[Collected data entries]

-=-=-=-=-

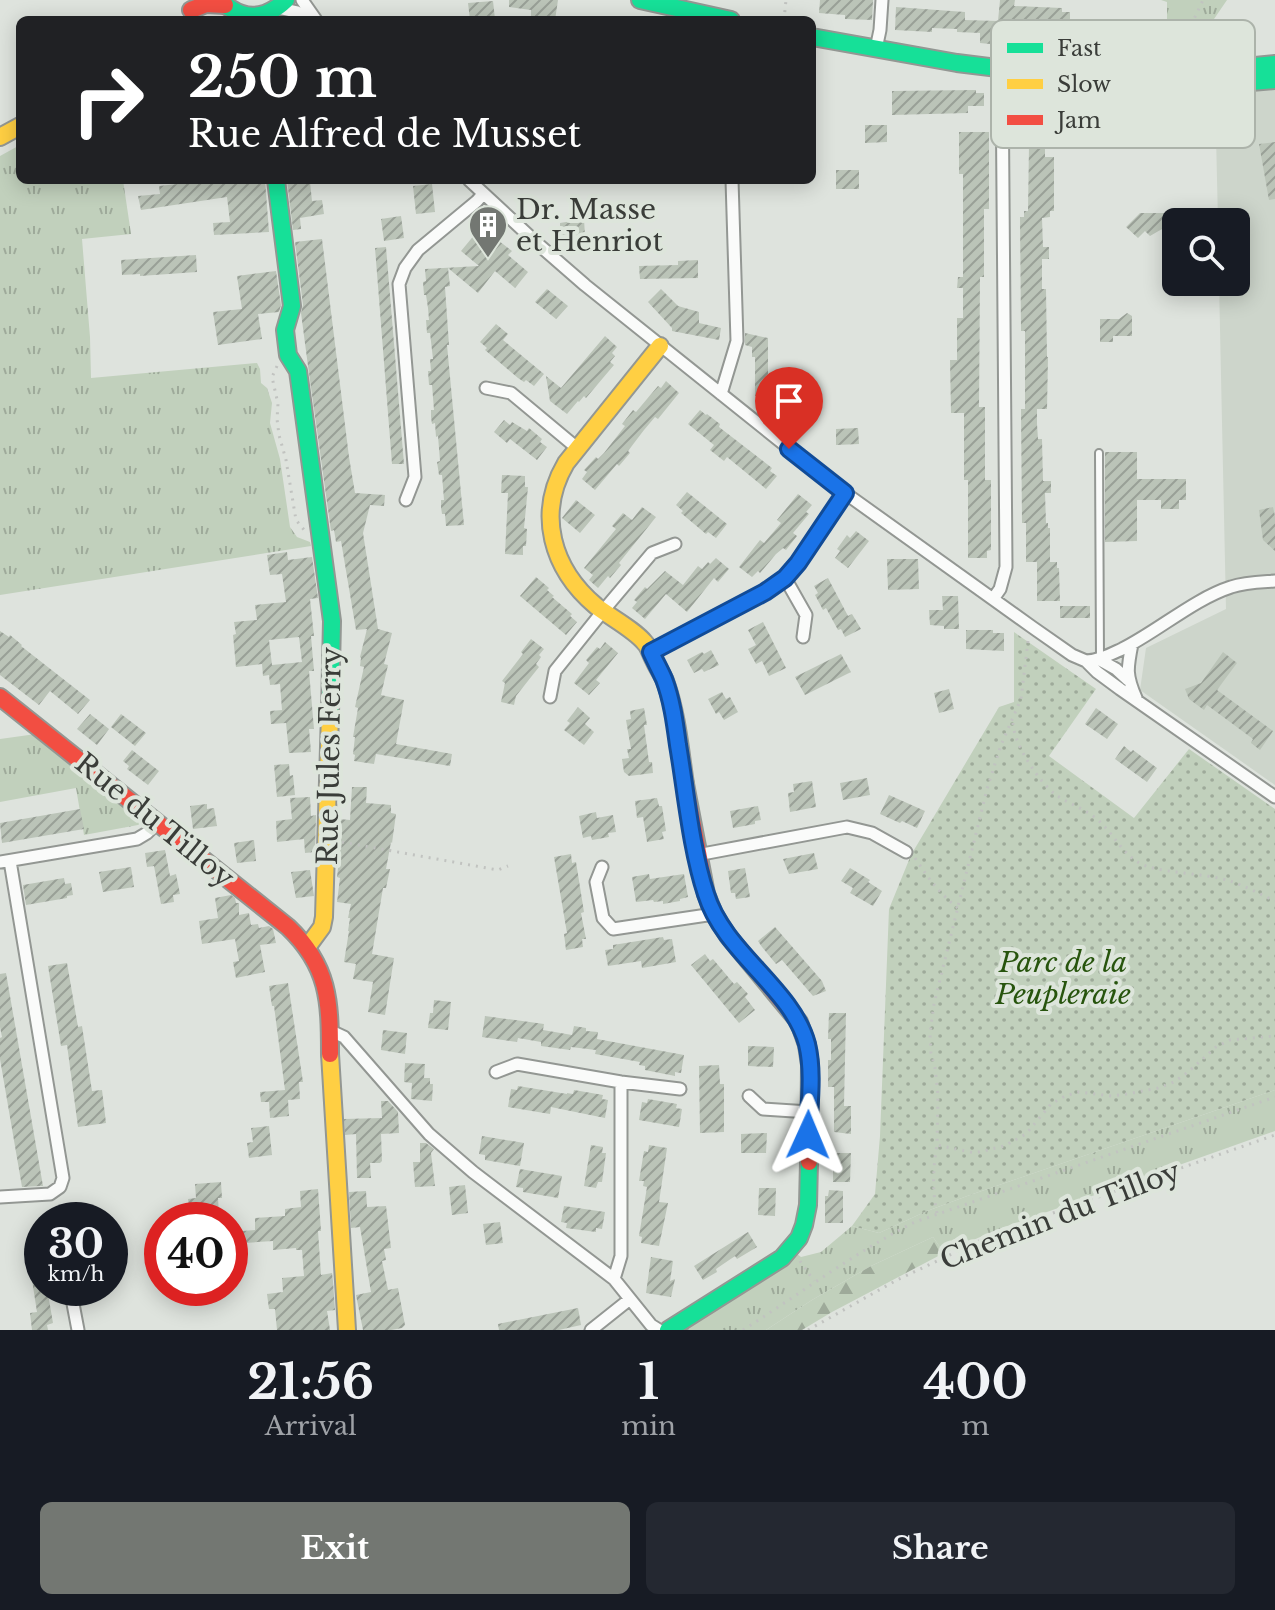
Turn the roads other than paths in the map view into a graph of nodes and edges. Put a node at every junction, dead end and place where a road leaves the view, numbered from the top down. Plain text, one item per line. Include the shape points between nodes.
1 (640, 0) edge
2 (882, 0) edge
3 (222, 3) edge
4 (282, 4) edge
5 (195, 5) edge
6 (244, 16) edge
7 (258, 16) edge
8 (305, 16) edge
9 (713, 16) edge
10 (816, 38) edge
11 (876, 49) junction
12 (1275, 64) edge
13 (1255, 66) edge
14 (991, 68) edge
15 (1275, 80) edge
16 (1255, 82) edge
17 (1003, 148) edge
18 (277, 184) edge
19 (473, 184) edge
20 (732, 184) edge
21 (483, 194) junction
22 (660, 346) junction
23 (486, 388) dead end
24 (721, 394) junction
25 (577, 448) junction
26 (1099, 453) dead end
27 (845, 493) junction
28 (406, 500) dead end
29 (675, 544) dead end
30 (785, 578) junction
31 (1275, 581) edge
32 (993, 599) junction
33 (603, 611) junction
34 (803, 637) dead end
35 (1132, 644) junction
36 (651, 652) junction
37 (1100, 660) junction
38 (1086, 661) junction
39 (1128, 680) junction
40 (0, 697) edge
41 (550, 697) dead end
42 (1137, 699) junction
43 (1275, 797) edge
44 (158, 822) junction
45 (697, 855) junction
46 (911, 855) road end
47 (5, 861) edge
48 (602, 867) dead end
49 (714, 914) junction
50 (308, 946) junction
51 (329, 1030) junction
52 (496, 1072) dead end
53 (621, 1082) junction
54 (680, 1089) dead end
55 (749, 1096) dead end
56 (809, 1112) junction
57 (0, 1197) edge
58 (614, 1279) junction
59 (630, 1299) junction
60 (73, 1306) edge
61 (78, 1330) edge
62 (347, 1330) edge
63 (591, 1330) edge
64 (659, 1330) edge
65 (668, 1330) edge

1 - 9 street
2 - 11 street
3 - 5 street
3 - 6 street
4 - 7 street
4 - 8 street
10 - 11 street
11 - 14 street
12 - 13 street
15 - 16 street
17 - 32 street via 1006,567
18 - 50 street, Rue Jules Ferry via 292,306 285,330 288,355 298,371 332,621 324,921
19 - 21 street
20 - 24 street via 737,341
21 - 22 street
21 - 28 street via 418,250 399,284 415,477
22 - 24 street
22 - 25 street
23 - 25 street via 511,393
24 - 27 street
25 - 33 street via 561,471 549,516 555,550 568,577
26 - 37 lane
27 - 30 street
27 - 32 street
29 - 33 street via 652,553
30 - 34 street via 806,615
30 - 36 street
31 - 35 street via 1232,586
32 - 38 street
33 - 36 street
33 - 41 street via 555,671
35 - 37 street
35 - 39 street
36 - 45 street via 674,716
37 - 38 street
37 - 39 street
38 - 42 street
39 - 42 street
40 - 44 street, Rue du Tilloy
42 - 43 street
44 - 47 street via 137,839
44 - 50 street, Rue du Tilloy
45 - 46 street via 847,827 872,833
45 - 49 street
47 - 57 street via 63,1178 50,1194
48 - 49 street via 596,882 603,918 613,929
49 - 56 street via 799,1022 810,1065
50 - 51 street via 325,986
51 - 58 street via 344,1037 460,1162
51 - 62 street
52 - 53 street via 517,1064
53 - 54 street
53 - 58 street via 621,1256
55 - 56 street via 763,1109
56 - 65 street via 808,1205 799,1238 782,1258
58 - 59 street
59 - 63 street
59 - 64 street
60 - 61 street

-=-=-=-=-

_WHAT YOU HAVE TO DO_
Copy out, from the data above, every line holding the word "road".

_THE ANSWER_
Turn the roads other than paths in the map view into a graph of nodes and edges. Put a node at every junction, dead end and place where a road leaves the view, numbered from the top down. Plain text, one item per line. Include the shape points between nodes.
46 (911, 855) road end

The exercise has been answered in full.